=== Data provided ===

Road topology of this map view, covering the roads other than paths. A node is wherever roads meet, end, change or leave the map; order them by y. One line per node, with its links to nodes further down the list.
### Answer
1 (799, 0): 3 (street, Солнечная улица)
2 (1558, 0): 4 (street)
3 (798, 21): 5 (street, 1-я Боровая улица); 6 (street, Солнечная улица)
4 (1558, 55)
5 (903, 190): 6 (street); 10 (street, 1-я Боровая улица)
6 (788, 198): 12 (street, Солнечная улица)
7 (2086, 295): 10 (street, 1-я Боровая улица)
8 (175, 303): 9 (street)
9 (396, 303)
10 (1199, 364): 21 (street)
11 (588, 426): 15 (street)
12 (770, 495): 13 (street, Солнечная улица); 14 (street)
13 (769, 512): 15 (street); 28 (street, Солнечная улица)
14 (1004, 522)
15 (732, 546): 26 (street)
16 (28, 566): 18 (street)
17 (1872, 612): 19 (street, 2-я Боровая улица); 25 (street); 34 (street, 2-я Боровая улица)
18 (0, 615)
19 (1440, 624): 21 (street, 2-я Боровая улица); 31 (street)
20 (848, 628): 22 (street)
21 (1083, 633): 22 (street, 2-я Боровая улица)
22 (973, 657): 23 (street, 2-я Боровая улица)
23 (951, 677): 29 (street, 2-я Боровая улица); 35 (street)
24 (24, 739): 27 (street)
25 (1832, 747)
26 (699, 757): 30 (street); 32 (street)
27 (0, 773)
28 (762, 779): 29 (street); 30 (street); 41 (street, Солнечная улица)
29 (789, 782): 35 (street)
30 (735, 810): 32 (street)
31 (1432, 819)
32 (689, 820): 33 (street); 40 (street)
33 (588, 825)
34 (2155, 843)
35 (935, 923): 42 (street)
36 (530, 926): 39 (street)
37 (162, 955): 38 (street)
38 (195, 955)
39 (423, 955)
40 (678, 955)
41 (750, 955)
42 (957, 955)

===

## What you will do
Wherever the string "Солнечная" shows up in the material, copy the line that holds it.

## Solved exercise
1 (799, 0): 3 (street, Солнечная улица)
3 (798, 21): 5 (street, 1-я Боровая улица); 6 (street, Солнечная улица)
6 (788, 198): 12 (street, Солнечная улица)
12 (770, 495): 13 (street, Солнечная улица); 14 (street)
13 (769, 512): 15 (street); 28 (street, Солнечная улица)
28 (762, 779): 29 (street); 30 (street); 41 (street, Солнечная улица)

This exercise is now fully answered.